By understanding how pg_restore
works, and considering these limitations, you can effectively rebuild your databases from logical backups, ensuring data recovery and migration capabilities.
Let's explore and discuss the specific use cases where pg_restore
shines.
One of the primary use cases for pg_restore
is system migration. When you need to move a PostgreSQL database to a different server, upgrade to a newer version, or switch to a different database system, logical backups created by pg_dump
and restored with pg_restore
can be a viable solution.
The SQL-based structure of logical backups allows for easy transfer across different PostgreSQL versions and even to other SQL-compliant databases. pg_restore
can handle the recreation of database objects and data insertion on the target system, making the migration process more straightforward.

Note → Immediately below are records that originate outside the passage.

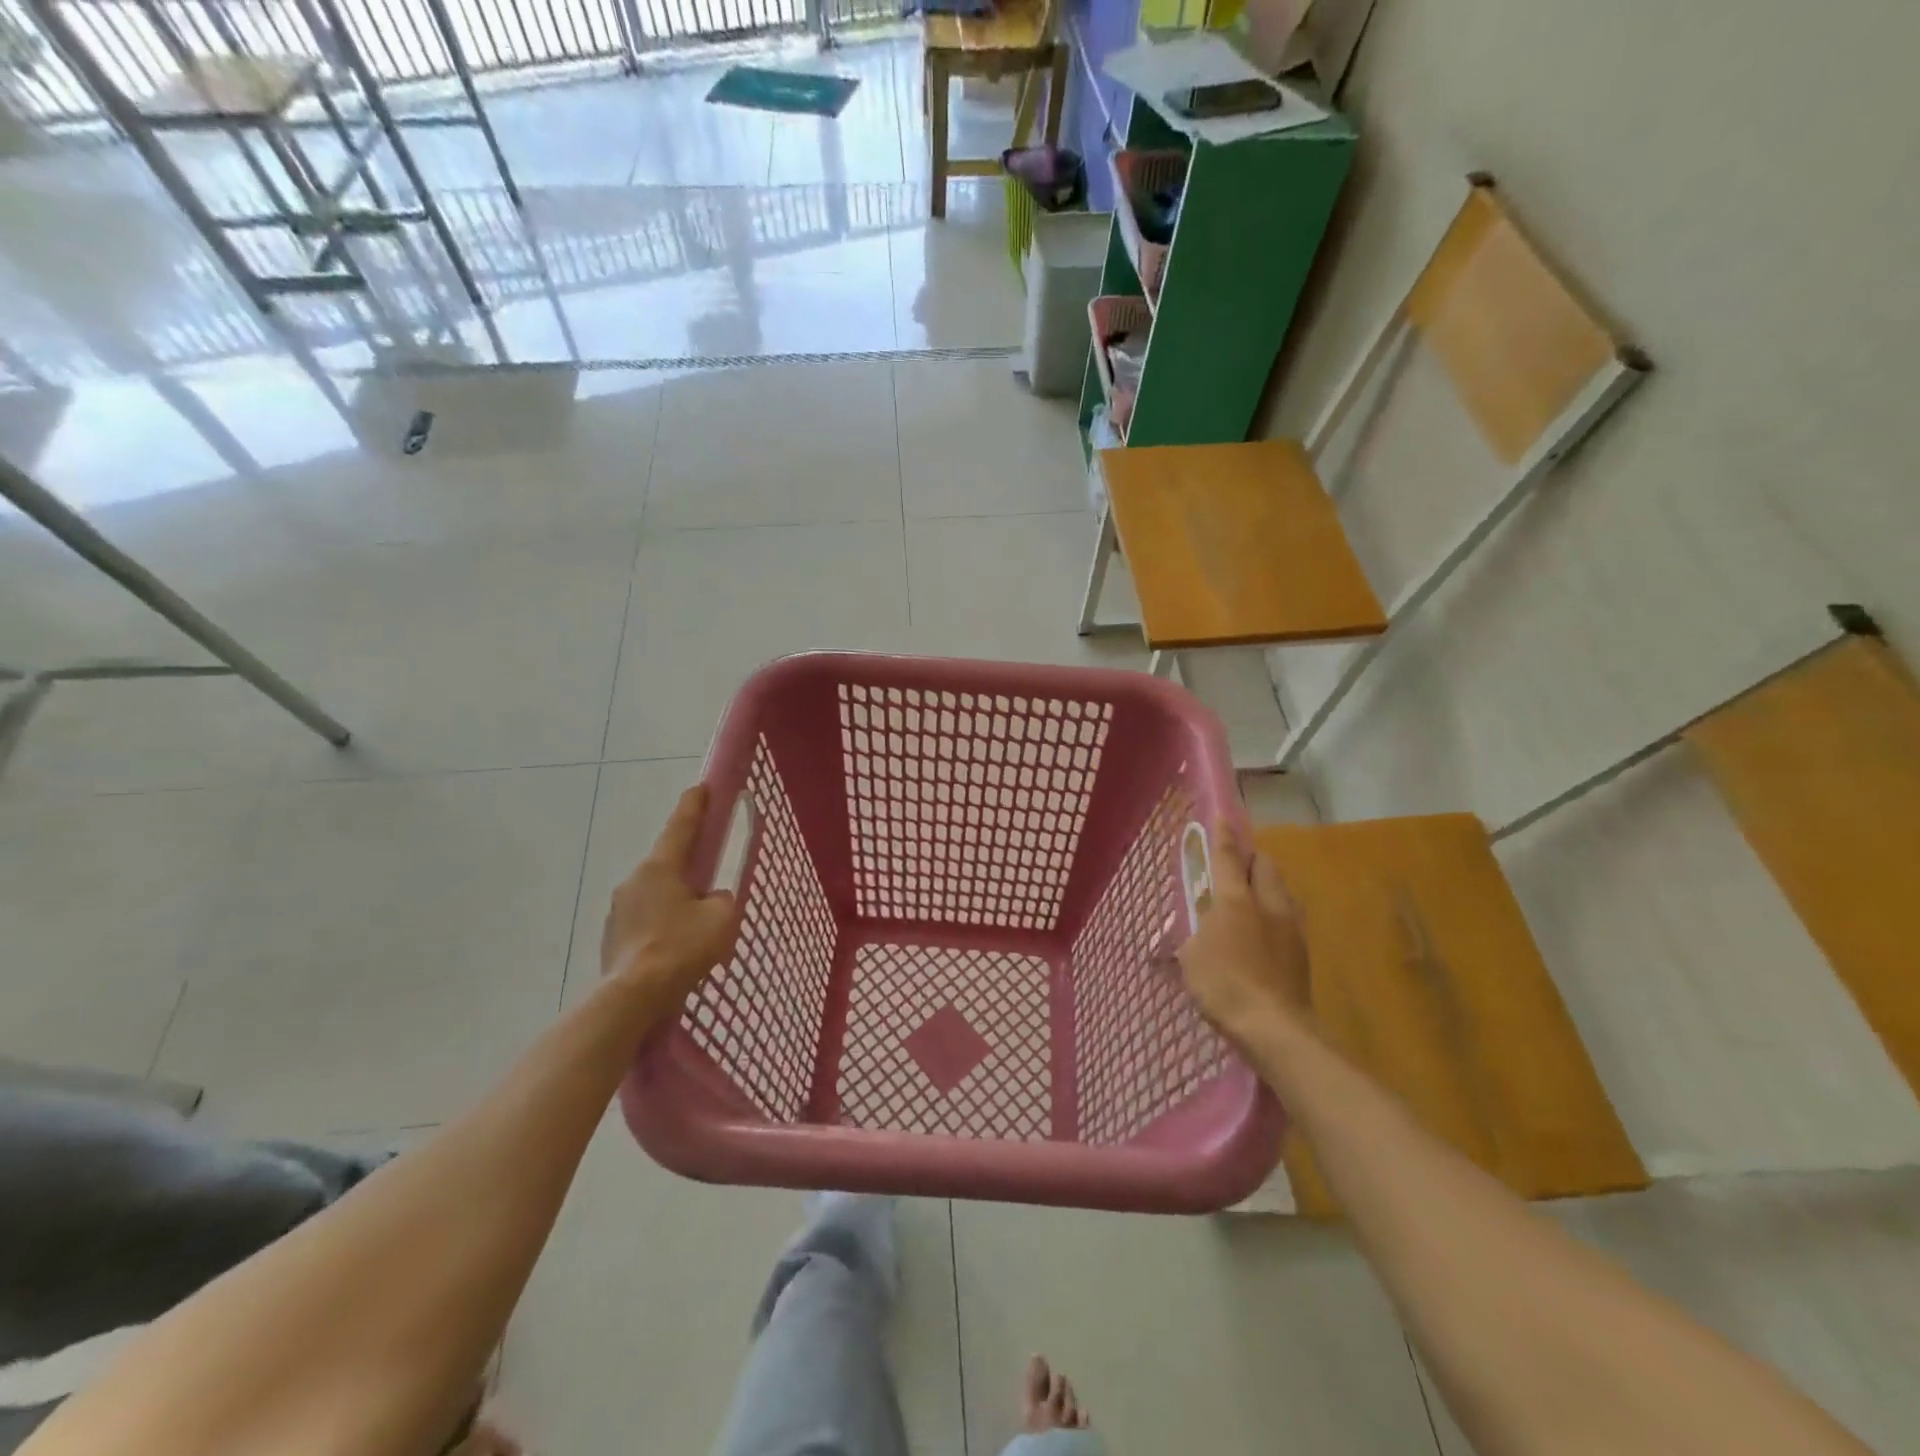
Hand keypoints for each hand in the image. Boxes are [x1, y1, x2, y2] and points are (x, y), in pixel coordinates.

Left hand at [600, 785, 740, 1002]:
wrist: (633, 997)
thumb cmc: (681, 948)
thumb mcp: (722, 918)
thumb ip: (723, 900)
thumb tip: (713, 900)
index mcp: (661, 868)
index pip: (681, 826)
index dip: (694, 805)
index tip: (701, 786)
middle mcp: (635, 880)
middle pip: (668, 862)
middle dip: (689, 865)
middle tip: (709, 875)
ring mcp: (619, 909)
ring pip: (656, 893)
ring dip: (676, 898)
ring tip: (695, 924)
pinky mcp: (613, 936)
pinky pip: (646, 918)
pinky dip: (663, 923)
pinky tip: (676, 946)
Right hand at [1176, 822, 1312, 1049]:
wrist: (1275, 1027)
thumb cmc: (1223, 985)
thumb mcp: (1192, 957)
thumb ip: (1191, 935)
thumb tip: (1188, 932)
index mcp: (1235, 900)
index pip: (1228, 857)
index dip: (1223, 835)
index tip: (1221, 816)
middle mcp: (1268, 904)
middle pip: (1265, 865)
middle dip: (1251, 860)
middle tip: (1234, 869)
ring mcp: (1291, 927)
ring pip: (1281, 890)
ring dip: (1266, 887)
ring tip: (1249, 902)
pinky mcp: (1302, 951)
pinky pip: (1288, 917)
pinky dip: (1274, 915)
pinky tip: (1263, 934)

However, it's important to note that migrating large databases using logical backups can be time-consuming and resource-intensive. Migration techniques like replication or parallel restoration might be more suitable.
Another valuable use case for pg_restore
is partial restoration. Sometimes, you may only need to restore specific parts of a database rather than the entire one. pg_restore
provides filters and options to selectively restore individual tables, schemas, or other database objects.
For example, you can use the -t or --table option to restore only specific tables or the -n or --schema option to restore objects within a particular schema. This granular control over the restoration process can be beneficial when recovering specific data or troubleshooting issues related to particular database objects.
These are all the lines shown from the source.